Polish Deputy Justice Minister Patryk Jaki suggested that Israel had been consulted on the bill and voiced no objections. Many in Israel have characterized the proposed law as an attempt to whitewash the role some Poles played in denouncing and killing Jews during World War II.
The Foreign Ministry has canceled a planned visit to Israel by the head of Poland's National Security Council, Pawel Soloch, whohad been due to arrive next week.
The Foreign Ministry issued a statement saying that Israel "opposes categorically" the vote by Poland's senators.
"Israel views with utmost gravity any attempt to challenge historical truth," the ministry said. "No law will change the facts."
A senior Israeli government official expressed "deep disappointment" in the Polish vote, saying Foreign Ministry Director General Yuval Rotem had been appointed to negotiate a solution to the crisis on behalf of Israel, but "the Poles rushed through the legislation."
On Thursday, Transportation Minister Yisrael Katz urged Prime Minister Benjamin Netanyahu to recall Israel's ambassador from Poland for a consultation.
"When weighing diplomatic considerations against moral considerations, the decision must be clear: Honoring the memory of the victims of the Holocaust takes precedence over any other factor," Katz said.
Also Thursday, a group of Knesset members introduced a bill that would toughen Israel's Holocaust denial regulations to make "denying or minimizing the involvement of the Nazi helpers and collaborators" a crime.
The Simon Wiesenthal Center in Los Angeles has accused Poland's conservative government of trying to suppress the "widespread participation of individual Poles in the persecution and murder of Jews during the Holocaust."
Before the Senate's vote, the U.S. asked Poland to rethink the proposed legislation, saying it could "undermine free speech and academic discourse" and affect Poland's ties with the U.S. and Israel.

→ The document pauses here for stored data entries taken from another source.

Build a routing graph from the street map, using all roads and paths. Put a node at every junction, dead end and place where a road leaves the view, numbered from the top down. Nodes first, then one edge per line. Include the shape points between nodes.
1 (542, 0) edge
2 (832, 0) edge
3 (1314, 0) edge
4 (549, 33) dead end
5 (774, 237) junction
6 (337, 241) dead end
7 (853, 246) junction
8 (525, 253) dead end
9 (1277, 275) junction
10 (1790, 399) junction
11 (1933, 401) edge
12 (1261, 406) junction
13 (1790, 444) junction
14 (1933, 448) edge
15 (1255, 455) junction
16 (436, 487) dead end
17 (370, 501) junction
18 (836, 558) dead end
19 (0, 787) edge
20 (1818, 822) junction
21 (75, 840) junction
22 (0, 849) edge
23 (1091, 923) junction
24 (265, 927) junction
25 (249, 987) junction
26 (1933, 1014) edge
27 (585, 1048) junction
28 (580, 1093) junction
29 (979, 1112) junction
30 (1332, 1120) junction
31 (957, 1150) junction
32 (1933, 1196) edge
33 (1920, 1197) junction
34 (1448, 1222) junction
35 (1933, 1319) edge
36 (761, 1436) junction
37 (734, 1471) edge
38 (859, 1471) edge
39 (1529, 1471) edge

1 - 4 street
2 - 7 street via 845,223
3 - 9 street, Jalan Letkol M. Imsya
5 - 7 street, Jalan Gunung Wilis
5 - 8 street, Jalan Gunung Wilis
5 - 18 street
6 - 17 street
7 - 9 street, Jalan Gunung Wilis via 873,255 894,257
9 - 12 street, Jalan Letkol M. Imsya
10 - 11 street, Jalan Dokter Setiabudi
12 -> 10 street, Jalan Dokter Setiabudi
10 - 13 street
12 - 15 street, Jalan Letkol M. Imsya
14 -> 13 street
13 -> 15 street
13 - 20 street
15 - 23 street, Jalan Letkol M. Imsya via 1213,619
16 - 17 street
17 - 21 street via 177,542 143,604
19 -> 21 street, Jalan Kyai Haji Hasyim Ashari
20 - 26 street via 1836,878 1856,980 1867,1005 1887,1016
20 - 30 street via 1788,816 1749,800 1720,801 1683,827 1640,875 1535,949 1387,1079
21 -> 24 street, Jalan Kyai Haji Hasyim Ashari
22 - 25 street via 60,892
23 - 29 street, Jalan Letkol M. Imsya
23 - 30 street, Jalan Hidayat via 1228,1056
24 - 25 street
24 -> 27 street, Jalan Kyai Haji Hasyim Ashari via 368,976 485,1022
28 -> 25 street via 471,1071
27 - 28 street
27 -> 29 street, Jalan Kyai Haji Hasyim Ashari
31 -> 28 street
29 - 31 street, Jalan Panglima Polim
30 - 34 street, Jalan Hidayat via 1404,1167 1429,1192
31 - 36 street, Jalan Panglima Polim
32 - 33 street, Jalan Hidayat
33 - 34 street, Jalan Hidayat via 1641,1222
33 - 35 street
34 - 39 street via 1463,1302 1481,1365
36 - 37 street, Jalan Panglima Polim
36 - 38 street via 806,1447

The Yad Vashem Holocaust memorial in Jerusalem issued a statement saying it was "most unfortunate" that Poland was proceeding with a law "liable to blur historical truths."
Meanwhile, the European Commission's deputy head said on Thursday that all Nazi-occupied countries had collaborators with the Nazi regime.
However, the responsibility for the death camps resides only with the Nazi regime, which invaded Poland in 1939, EC First Vice President Frans Timmermans, told a news conference.
More than 3 million of Poland's 3.3 million Jews were murdered by the Nazis, making up half the Jews killed in the Holocaust. Jews from across Europe were sent to be killed at death camps built and operated by the Germans on Polish soil, including Auschwitz-Birkenau, Treblinka, Belzec and Sobibor.
According to figures from the U.S. Holocaust Memorial Museum, the Germans also killed at least 1.9 million non-Jewish Polish civilians.